[STORED DATA Boundary: Start]

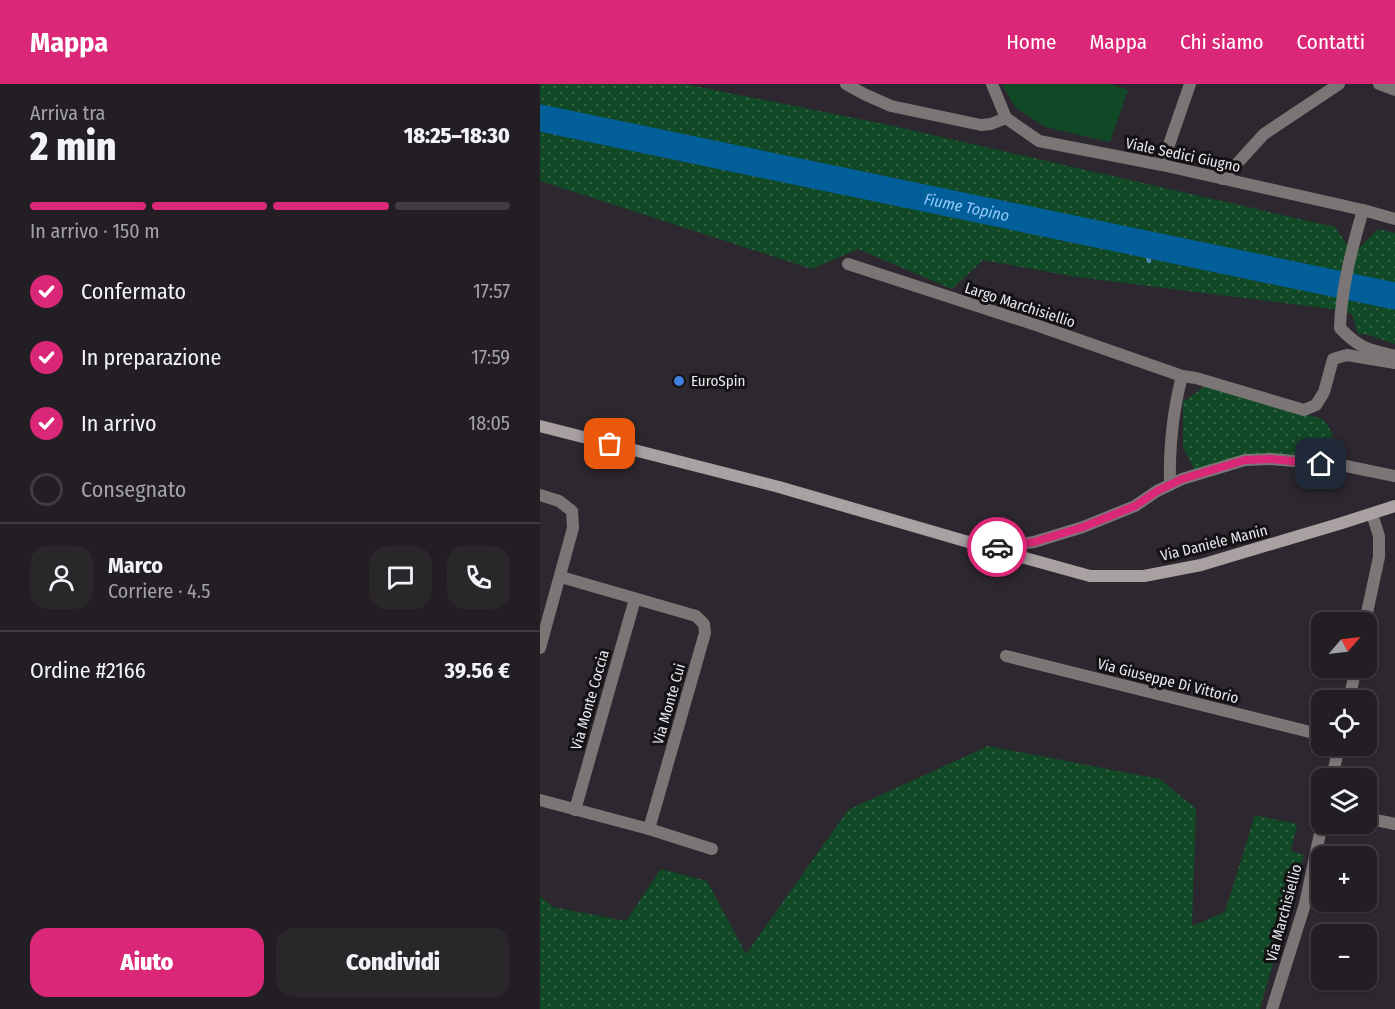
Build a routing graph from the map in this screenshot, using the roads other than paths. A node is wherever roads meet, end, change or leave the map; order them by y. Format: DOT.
graph roads {
  1 [pos="846,84"];
  2 [pos="992,84"];
  3 [pos="1190,84"];
  4 [pos="1339,84"];
  5 [pos="1379,84"];
  6 [pos="1395,90"];
  7 [pos="1006,118"];
  8 [pos="1162,165"];
  9 [pos="1222,179"];
  10 [pos="1363,210"];
  11 [pos="1395,219"];
  12 [pos="848,264"];
  13 [pos="1395,356"];
  14 [pos="1395,363"];
  15 [pos="1182,376"];
  16 [pos="540,426"];
  17 [pos="1395,476"];
  18 [pos="1170,485"];
  19 [pos="540,495"];
  20 [pos="1395,506"];
  21 [pos="1372,514"];
  22 [pos="989,548"];
  23 [pos="561,577"];
  24 [pos="635,599"];
  25 [pos="1367,612"];
  26 [pos="540,648"];
  27 [pos="1006,656"];
  28 [pos="1311,732"];
  29 [pos="540,800"];
  30 [pos="575,810"];
  31 [pos="1377,820"];
  32 [pos="1395,824"];
  33 [pos="649,829"];
  34 [pos="1320,834"];
  35 [pos="712,849"];
  36 [pos="1272,1009"];
  1 -- 7 [label="street"];
  2 -- 7 [label="street"];
  3 -- 8 [label="street"];
  4 -- 9 [label="street"];
  5 -- 6 [label="street"];
  7 -- 8 [label="street, Viale Sedici Giugno"];
  8 -- 9 [label="street, Viale Sedici Giugno"];
  9 -- 10 [label="street, Viale Sedici Giugno"];
  10 -- 11 [label="street, Viale Sedici Giugno"];
  10 -- 13 [label="street"];
  12 -- 15 [label="street, Largo Marchisiellio"];
  14 -- 15 [label="street, Largo Marchisiellio"];
  15 -- 18 [label="street"];
  16 -- 22 [label="main road, Via Daniele Manin"];
  17 -- 18 [label="street"];
  18 -- 22 [label="street"];
  19 -- 23 [label="street"];
  20 -- 21 [label="main road"];
  21 -- 22 [label="main road, Via Daniele Manin"];
  21 -- 25 [label="street"];
  23 -- 24 [label="street, Via Monte Cui"];
  23 -- 26 [label="street"];
  24 -- 30 [label="street, Via Monte Coccia"];
  24 -- 33 [label="street, Via Monte Cui"];
  27 -- 28 [label="street, Via Giuseppe Di Vittorio"];
  29 -- 30 [label="street"];
  30 -- 33 [label="street"];
  31 -- 32 [label="street"];
  33 -- 35 [label="street"];
  34 -- 36 [label="street, Via Marchisiellio"];
}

[STORED DATA Boundary: End]

YOUR INSTRUCTIONS
Without the pictures, repeat the listing word for word.

TASK OUTPUT
Build a routing graph from the map in this screenshot, using the roads other than paths. A node is wherever roads meet, end, change or leave the map; order them by y. Format: DOT.
graph roads {
  1 [pos="846,84"];
  2 [pos="992,84"];
  3 [pos="1190,84"];
  4 [pos="1339,84"];
  5 [pos="1379,84"];
  6 [pos="1395,90"];
  7 [pos="1006,118"];
  8 [pos="1162,165"];
  9 [pos="1222,179"];
  10 [pos="1363,210"];
  11 [pos="1395,219"];
  12 [pos="848,264"];
  13 [pos="1395,356"];
  14 [pos="1395,363"];
  15 [pos="1182,376"];
  16 [pos="540,426"];
  17 [pos="1395,476"];
  18 [pos="1170,485"];
  19 [pos="540,495"];
  20 [pos="1395,506"];
  21 [pos="1372,514"];
  22 [pos="989,548"];
  23 [pos="561,577"];
  24 [pos="635,599"];
  25 [pos="1367,612"];
  26 [pos="540,648"];
  27 [pos="1006,656"];
  28 [pos="1311,732"];
  29 [pos="540,800"];
  30 [pos="575,810"];
  31 [pos="1377,820"];
  32 [pos="1395,824"];
  33 [pos="649,829"];
  34 [pos="1320,834"];
  35 [pos="712,849"];
  36 [pos="1272,1009"];
  1 -- 7 [label="street"];
  2 -- 7 [label="street"];
  3 -- 8 [label="street"];
  4 -- 9 [label="street"];
  5 -- 6 [label="street"];
  7 -- 8 [label="street, Viale Sedici Giugno"];
  8 -- 9 [label="street, Viale Sedici Giugno"];
  9 -- 10 [label="street, Viale Sedici Giugno"];
  10 -- 11 [label="street, Viale Sedici Giugno"];
  10 -- 13 [label="street"];
  12 -- 15 [label="street, Largo Marchisiellio"];
  14 -- 15 [label="street, Largo Marchisiellio"];
  15 -- 18 [label="street"];
  16 -- 22 [label="main road, Via Daniele Manin"];
  17 -- 18 [label="street"];
  18 -- 22 [label="street"];
  19 -- 23 [label="street"];
  20 -- 21 [label="main road"];
  21 -- 22 [label="main road, Via Daniele Manin"];
  21 -- 25 [label="street"];
  23 -- 24 [label="street, Via Monte Cui"];
  23 -- 26 [label="street"];
  24 -- 30 [label="street, Via Monte Coccia"];
  24 -- 33 [label="street, Via Monte Cui"];
  27 -- 28 [label="street, Via Giuseppe Di Vittorio"];
  29 -- 30 [label="street"];
  30 -- 33 [label="street"];
  31 -- 32 [label="street"];
  33 -- 35 [label="street"];
  34 -- 36 [label="street, Via Marchisiellio"];
}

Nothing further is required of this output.